En 1784, la République de Venise est le premier état au monde à reconnaître l’indépendance des États Unis d’Amérique. Deux ans plus tard, Thomas Moore, Benjamin Franklin et Thomas Jefferson viennent en délégation à Venise afin d’étudier les lois et la constitution vénitiennes.

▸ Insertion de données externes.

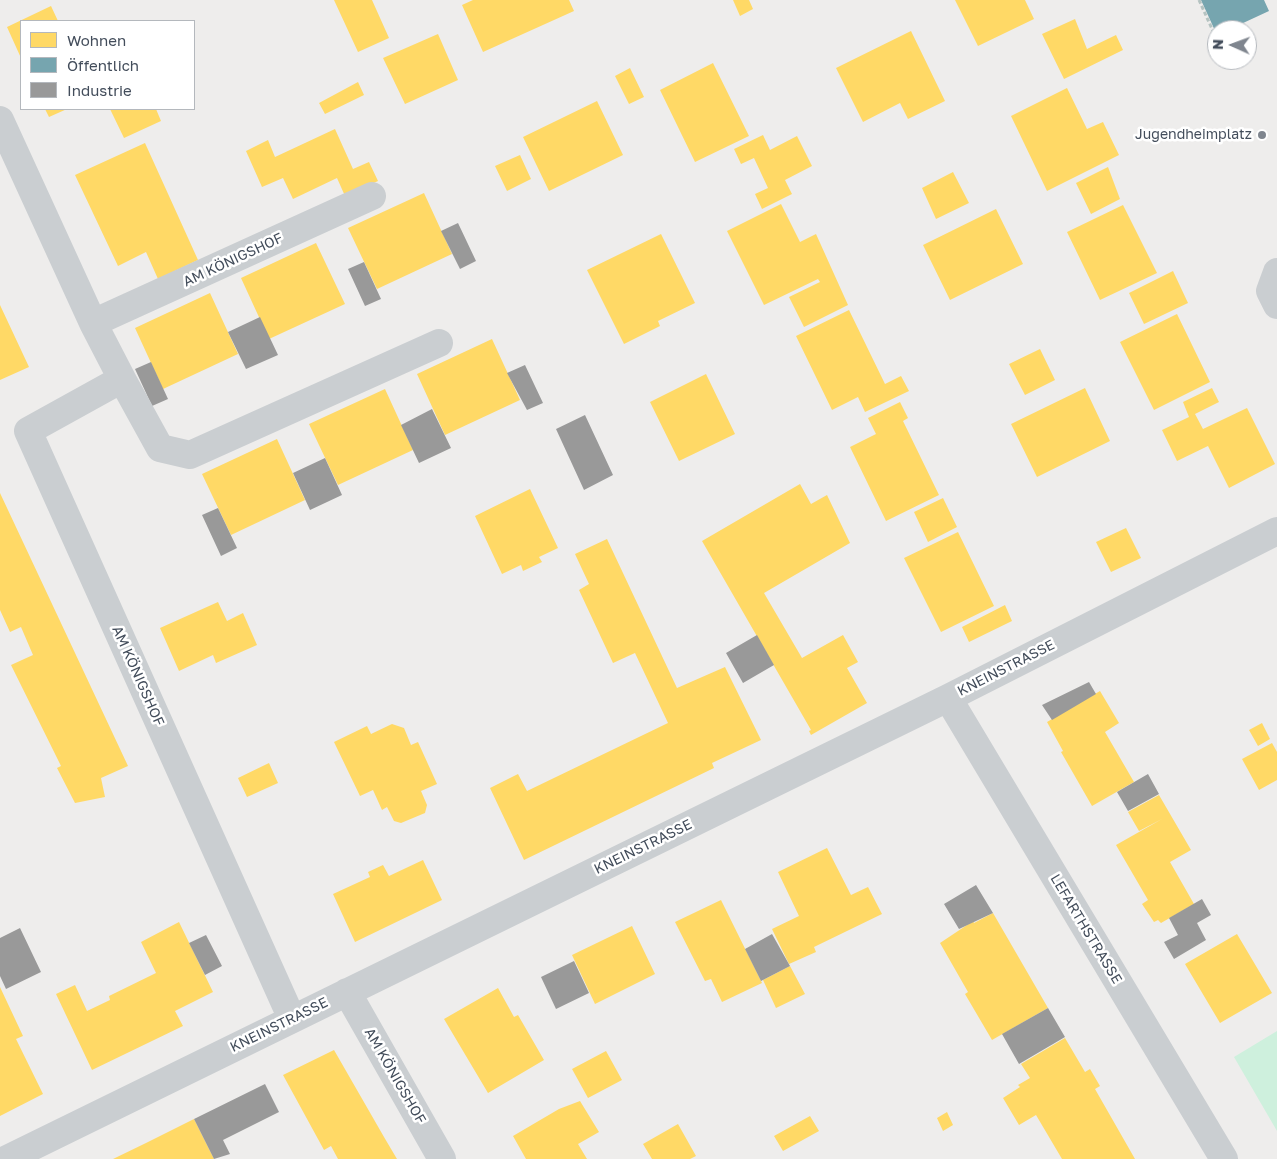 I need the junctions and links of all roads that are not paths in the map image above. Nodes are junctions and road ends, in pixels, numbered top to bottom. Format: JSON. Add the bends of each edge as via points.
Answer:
{"nodes":[{"id":1,"x":0,"y":120,"type":"edge"},
{"id":2,"x":372,"y":196,"type":"dead end"},
{"id":3,"x":1277,"y":272,"type":"edge"},
{"id":4,"x":1277,"y":305,"type":"edge"},
{"id":5,"x":93,"y":323,"type":"junction"},
{"id":6,"x":439,"y":344,"type":"dead end"},
{"id":7,"x":122,"y":379,"type":"junction"},
{"id":8,"x":1277,"y":531,"type":"edge"},
{"id":9,"x":948,"y":698,"type":"junction"},
{"id":10,"x":347,"y":992,"type":"junction"},
{"id":11,"x":292,"y":1018,"type":"junction"},
{"id":12,"x":7,"y":1159,"type":"edge"},
{"id":13,"x":442,"y":1159,"type":"edge"},
{"id":14,"x":1224,"y":1159,"type":"edge"}],
"edges":[{"from":1,"to":5,"type":"street"},
{"from":2,"to":5,"type":"street","name":"AM KÖNIGSHOF"},
{"from":3,"to":4,"type":"street","via":[[1270,291]]},
{"from":5,"to":7,"type":"street"},
{"from":6,"to":7,"type":"street","via":[[190,455],[160,448]]},
{"from":7,"to":11,"type":"street","name":"AM KÖNIGSHOF","via":[[28,430]]},
{"from":8,"to":9,"type":"street","name":"KNEINSTRASSE"},
{"from":9,"to":10,"type":"street","name":"KNEINSTRASSE"},
{"from":9,"to":14,"type":"street","name":"LEFARTHSTRASSE"},
{"from":10,"to":11,"type":"street","name":"KNEINSTRASSE"},
{"from":10,"to":13,"type":"street","name":"AM KÖNIGSHOF"},
{"from":11,"to":12,"type":"street","name":"KNEINSTRASSE"}]}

La constitution américaine, encore en vigueur aujourd’hui, a été largement inspirée de celle de la «Sérénissime».

Mais après plus d’un millénaire de stabilité et de prospérité, la Sérénissime tombe à la fin du XVIIIe siècle et l’histoire de la Vénétie connaît de nombreux changements :
* mai 1797 : Suite à la première campagne d’Italie, Napoléon Bonaparte met fin à la Sérénissime et contraint le dernier Doge, Ludovico Manin, à abdiquer
* octobre 1797 : Par le traité de Campo Formio, Napoléon Bonaparte livre la Vénétie à l’Autriche, en échange de la Belgique
* 26 décembre 1805 : Le traité de Presbourg met fin à la domination Autrichienne, suite aux victoires napoléoniennes d’Ulm et d’Austerlitz. La Vénétie intègre le Royaume napoléonien d’Italie
* 1815 : Suite au traité de Vienne à la fin du règne de Napoléon, la Vénétie revient à l’Empire d’Autriche,
* 4 novembre 1866 : après la troisième guerre d’indépendance italienne, qui voit la victoire des alliés Prussiens sur l’Autriche, la Vénétie intègre l’État Italien, une monarchie constitutionnelle
* juin 1946 : un référendum met fin à la royauté, la République italienne est proclamée et la famille royale est exilée.